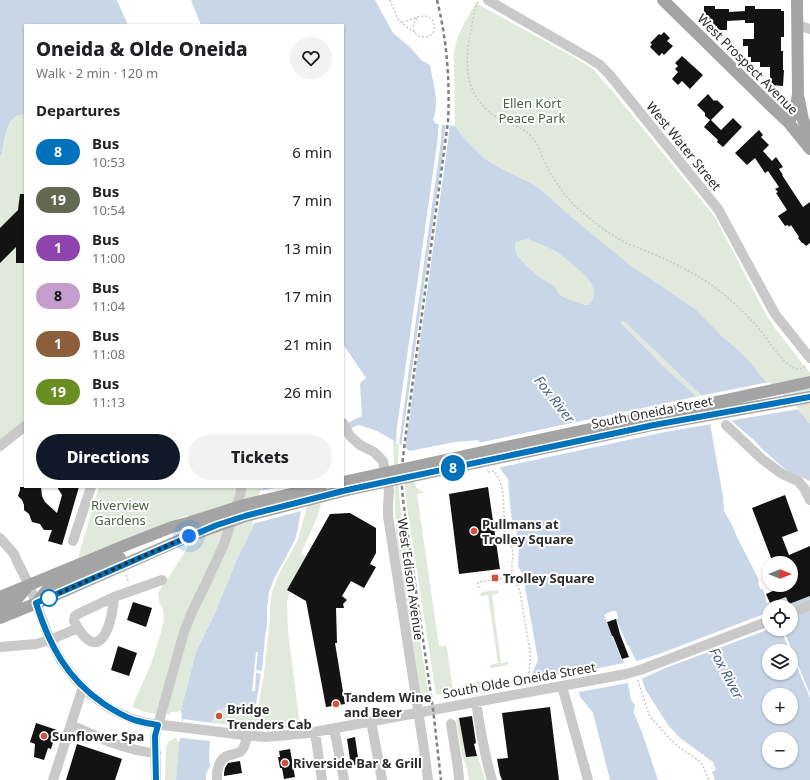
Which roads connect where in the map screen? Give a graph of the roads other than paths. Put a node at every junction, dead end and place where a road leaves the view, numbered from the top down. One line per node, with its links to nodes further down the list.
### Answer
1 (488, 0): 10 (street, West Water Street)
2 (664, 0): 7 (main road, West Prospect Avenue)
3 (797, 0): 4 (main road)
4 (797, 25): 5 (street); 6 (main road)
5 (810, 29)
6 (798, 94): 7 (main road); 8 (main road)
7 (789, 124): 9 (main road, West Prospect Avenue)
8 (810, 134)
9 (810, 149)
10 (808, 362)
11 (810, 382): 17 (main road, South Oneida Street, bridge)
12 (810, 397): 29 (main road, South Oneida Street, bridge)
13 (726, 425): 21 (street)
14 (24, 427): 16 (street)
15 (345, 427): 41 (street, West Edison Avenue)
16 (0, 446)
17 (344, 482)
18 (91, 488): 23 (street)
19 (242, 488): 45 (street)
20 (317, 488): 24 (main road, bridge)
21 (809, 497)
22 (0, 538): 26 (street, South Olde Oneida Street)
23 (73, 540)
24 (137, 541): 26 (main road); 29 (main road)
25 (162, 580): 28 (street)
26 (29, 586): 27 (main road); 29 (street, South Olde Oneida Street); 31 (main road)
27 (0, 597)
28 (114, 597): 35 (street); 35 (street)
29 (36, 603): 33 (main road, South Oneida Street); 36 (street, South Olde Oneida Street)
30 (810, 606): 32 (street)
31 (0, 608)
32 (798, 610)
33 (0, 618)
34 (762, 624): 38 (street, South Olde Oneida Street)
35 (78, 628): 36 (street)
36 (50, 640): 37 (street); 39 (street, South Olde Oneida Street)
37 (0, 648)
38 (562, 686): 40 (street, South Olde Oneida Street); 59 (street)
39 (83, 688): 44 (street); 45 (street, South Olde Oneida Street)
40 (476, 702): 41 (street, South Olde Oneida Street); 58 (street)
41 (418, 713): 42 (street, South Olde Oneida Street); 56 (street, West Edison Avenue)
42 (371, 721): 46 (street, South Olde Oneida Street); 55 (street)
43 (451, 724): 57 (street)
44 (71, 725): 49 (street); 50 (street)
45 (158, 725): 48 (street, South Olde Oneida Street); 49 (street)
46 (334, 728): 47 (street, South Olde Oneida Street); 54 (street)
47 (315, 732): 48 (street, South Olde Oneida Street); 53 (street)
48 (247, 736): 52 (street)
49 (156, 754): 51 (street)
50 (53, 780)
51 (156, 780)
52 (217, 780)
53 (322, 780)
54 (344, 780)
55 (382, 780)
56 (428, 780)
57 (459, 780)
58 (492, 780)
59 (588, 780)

++++++++++

■ **WHAT IS NEEDED**
Output the records above character for character, but leave each image out.

■ **SOLVED PROBLEM**
Which roads connect where in the map screen? Give a graph of the roads other than paths. Put a node at every junction, dead end and place where a road leaves the view, numbered from the top down. One line per node, with its links to nodes further down the list.
### Answer
1 (488, 0): 10 (street, West Water Street)
2 (664, 0): 7 (main road, West Prospect Avenue)
3 (797, 0): 4 (main road)
4 (797, 25): 5 (street); 6 (main road)
5 (810, 29)
6 (798, 94): 7 (main road); 8 (main road)
7 (789, 124): 9 (main road, West Prospect Avenue)
8 (810, 134)
9 (810, 149)
10 (808, 362)
11 (810, 382): 17 (main road, South Oneida Street, bridge)
12 (810, 397): 29 (main road, South Oneida Street, bridge)
13 (726, 425): 21 (street)
14 (24, 427): 16 (street)
15 (345, 427): 41 (street, West Edison Avenue)
16 (0, 446)
17 (344, 482)
18 (91, 488): 23 (street)
19 (242, 488): 45 (street)
20 (317, 488): 24 (main road, bridge)
21 (809, 497)
22 (0, 538): 26 (street, South Olde Oneida Street)
23 (73, 540)
24 (137, 541): 26 (main road); 29 (main road)
25 (162, 580): 28 (street)
26 (29, 586): 27 (main road); 29 (street, South Olde Oneida Street); 31 (main road)
27 (0, 597)
28 (114, 597): 35 (street); 35 (street)
29 (36, 603): 33 (main road, South Oneida Street); 36 (street, South Olde Oneida Street)
30 (810, 606): 32 (street)
31 (0, 608)
32 (798, 610)
33 (0, 618)
34 (762, 624): 38 (street, South Olde Oneida Street)
35 (78, 628): 36 (street)
36 (50, 640): 37 (street); 39 (street, South Olde Oneida Street)
37 (0, 648)
38 (562, 686): 40 (street, South Olde Oneida Street); 59 (street)
39 (83, 688): 44 (street); 45 (street, South Olde Oneida Street)
40 (476, 702): 41 (street, South Olde Oneida Street); 58 (street)
41 (418, 713): 42 (street, South Olde Oneida Street); 56 (street, West Edison Avenue)
42 (371, 721): 46 (street, South Olde Oneida Street); 55 (street)
43 (451, 724): 57 (street)
44 (71, 725): 49 (street); 50 (street)
45 (158, 725): 48 (street, South Olde Oneida Street); 49 (street)
46 (334, 728): 47 (street, South Olde Oneida Street); 54 (street)
47 (315, 732): 48 (street, South Olde Oneida Street); 53 (street)
48 (247, 736): 52 (street)
49 (156, 754): 51 (street)
50 (53, 780)
51 (156, 780)
52 (217, 780)
53 (322, 780)
54 (344, 780)
55 (382, 780)
56 (428, 780)
57 (459, 780)
58 (492, 780)
59 (588, 780)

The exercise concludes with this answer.